* **Problem**
Lines in the data below that contain the word "other" are to be copied.

* **Input material**
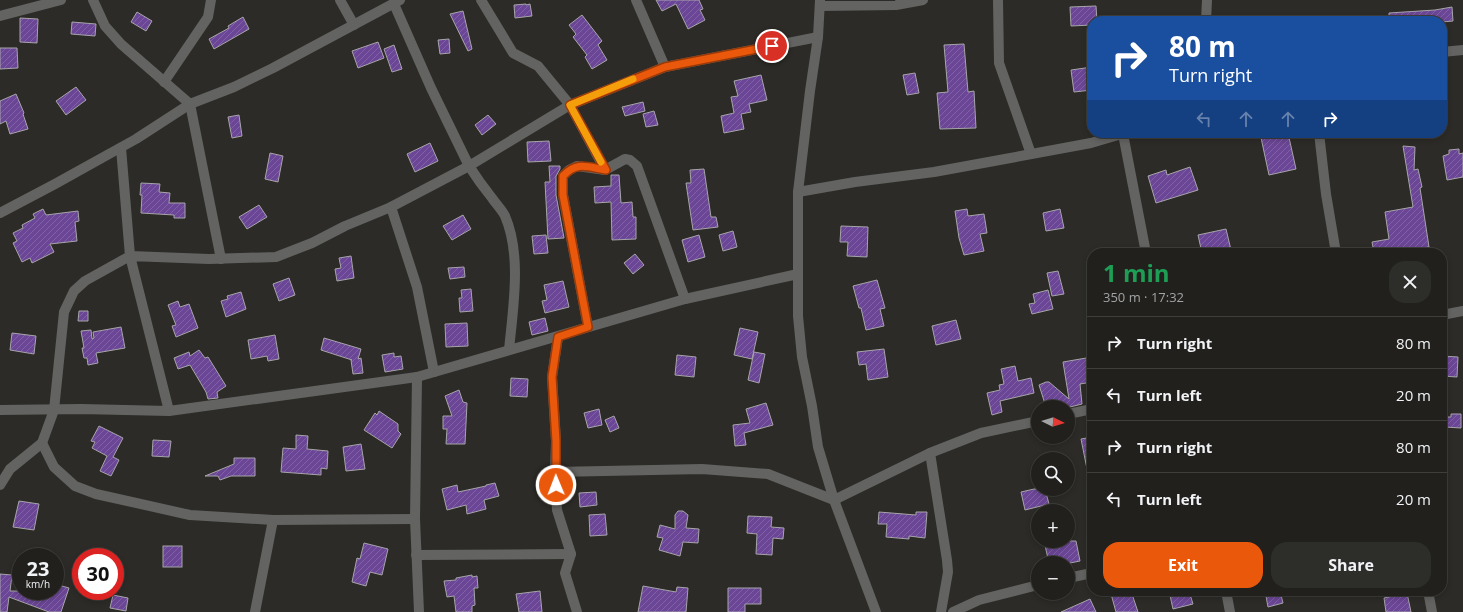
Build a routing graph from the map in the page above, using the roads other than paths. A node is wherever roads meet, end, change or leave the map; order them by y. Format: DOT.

* * *

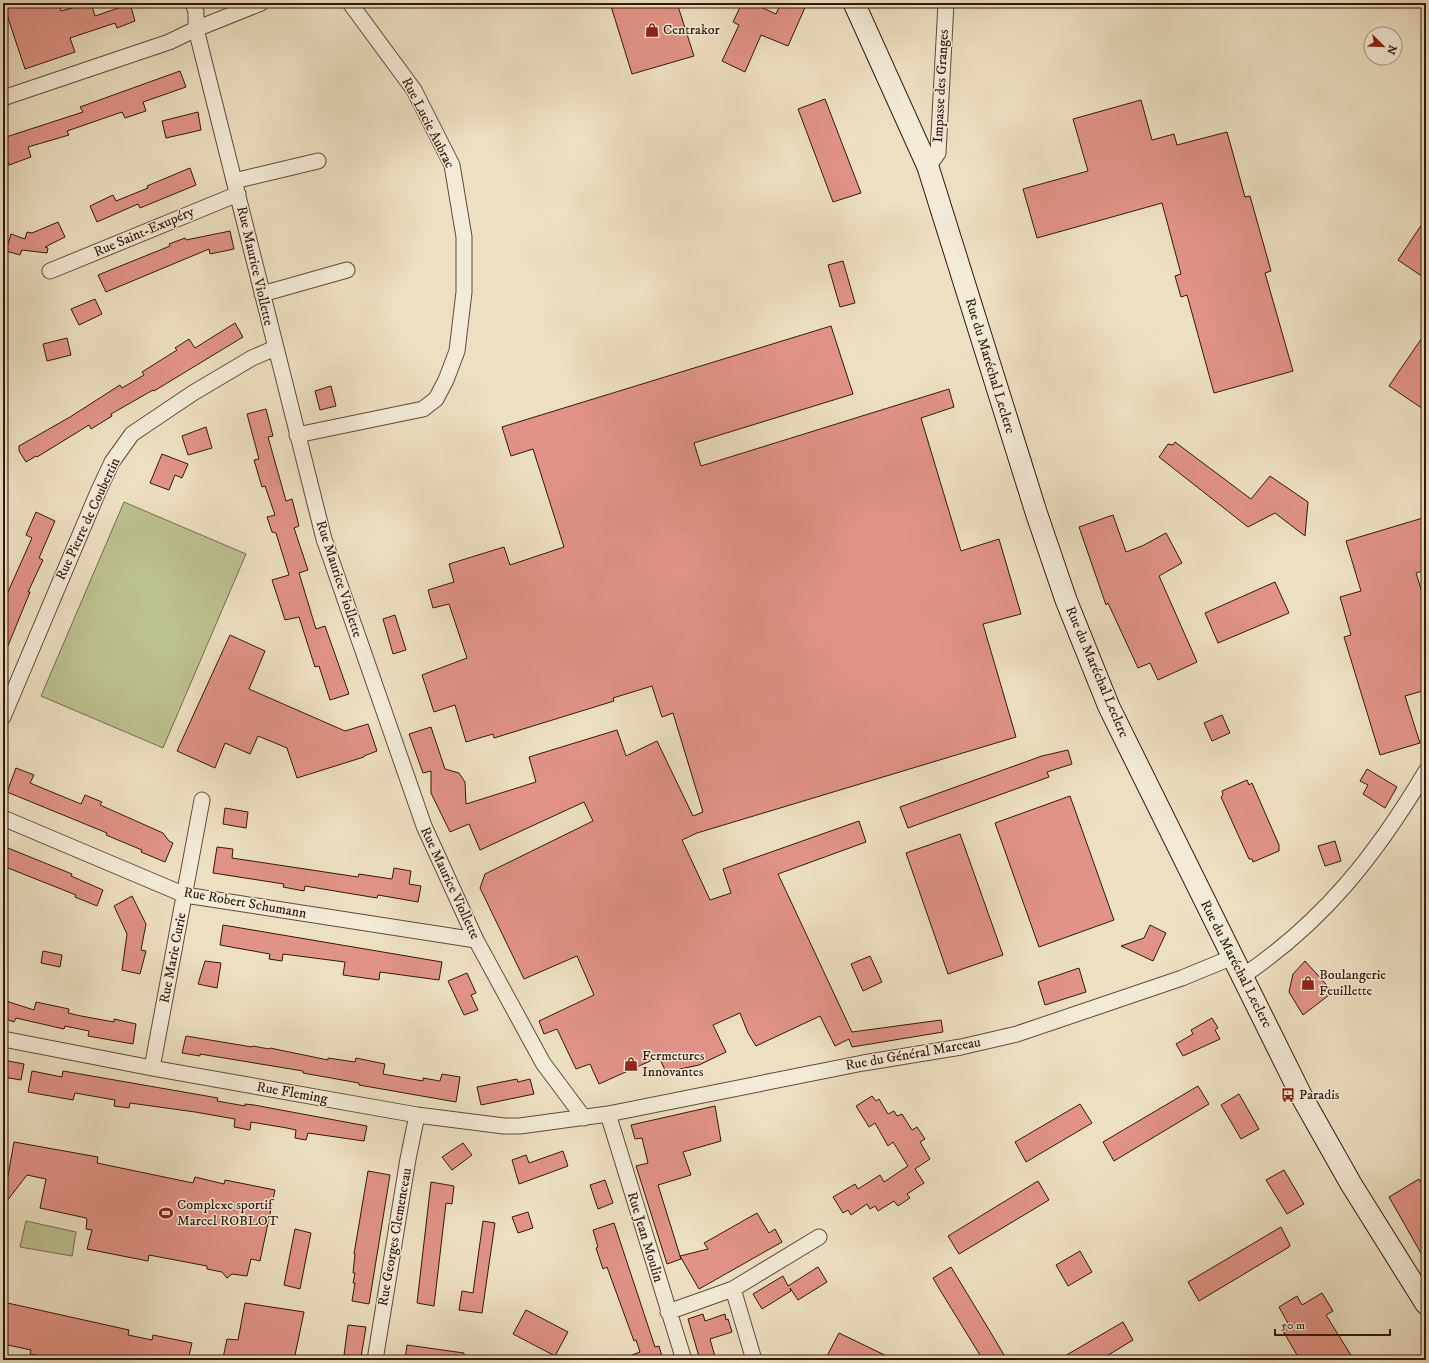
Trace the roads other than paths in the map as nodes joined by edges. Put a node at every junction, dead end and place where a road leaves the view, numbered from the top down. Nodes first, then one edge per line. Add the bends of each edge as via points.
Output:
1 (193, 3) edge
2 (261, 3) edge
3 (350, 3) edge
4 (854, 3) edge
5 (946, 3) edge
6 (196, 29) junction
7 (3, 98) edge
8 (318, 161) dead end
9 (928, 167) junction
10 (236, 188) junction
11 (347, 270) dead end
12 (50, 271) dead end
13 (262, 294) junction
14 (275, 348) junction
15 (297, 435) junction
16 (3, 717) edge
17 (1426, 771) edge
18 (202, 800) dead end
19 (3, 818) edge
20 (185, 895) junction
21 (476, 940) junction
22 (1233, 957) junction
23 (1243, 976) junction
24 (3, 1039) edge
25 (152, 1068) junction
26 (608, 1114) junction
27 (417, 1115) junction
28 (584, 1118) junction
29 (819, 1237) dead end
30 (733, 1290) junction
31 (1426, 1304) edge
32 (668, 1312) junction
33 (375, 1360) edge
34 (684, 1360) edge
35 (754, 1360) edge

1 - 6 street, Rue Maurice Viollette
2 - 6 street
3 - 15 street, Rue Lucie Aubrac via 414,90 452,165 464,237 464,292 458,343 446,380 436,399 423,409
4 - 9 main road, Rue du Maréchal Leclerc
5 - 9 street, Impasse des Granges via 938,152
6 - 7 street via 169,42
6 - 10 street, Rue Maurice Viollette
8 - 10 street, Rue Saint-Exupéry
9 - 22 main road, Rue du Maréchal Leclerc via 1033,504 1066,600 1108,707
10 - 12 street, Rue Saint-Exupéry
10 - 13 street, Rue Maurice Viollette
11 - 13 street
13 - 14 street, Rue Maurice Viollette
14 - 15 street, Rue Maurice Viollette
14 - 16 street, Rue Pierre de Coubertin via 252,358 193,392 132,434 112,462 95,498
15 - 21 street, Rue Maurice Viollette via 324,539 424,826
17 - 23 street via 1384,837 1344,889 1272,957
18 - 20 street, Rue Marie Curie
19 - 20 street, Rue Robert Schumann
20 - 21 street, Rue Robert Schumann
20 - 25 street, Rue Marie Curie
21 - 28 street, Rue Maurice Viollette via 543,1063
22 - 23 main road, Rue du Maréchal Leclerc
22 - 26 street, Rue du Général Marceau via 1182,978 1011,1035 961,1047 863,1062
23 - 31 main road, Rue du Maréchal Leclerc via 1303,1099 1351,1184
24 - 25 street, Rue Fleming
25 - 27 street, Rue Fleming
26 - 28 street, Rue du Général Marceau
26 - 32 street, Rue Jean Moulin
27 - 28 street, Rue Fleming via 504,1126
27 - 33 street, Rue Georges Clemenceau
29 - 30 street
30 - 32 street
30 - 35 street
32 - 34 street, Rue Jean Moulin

* **Solved problem**
Build a routing graph from the map in the page above, using the roads other than paths. A node is wherever roads meet, end, change or leave the map; order them by y. Format: DOT.
Trace the roads other than paths in the map as nodes joined by edges. Put a node at every junction, dead end and place where a road leaves the view, numbered from the top down. Nodes first, then one edge per line. Add the bends of each edge as via points.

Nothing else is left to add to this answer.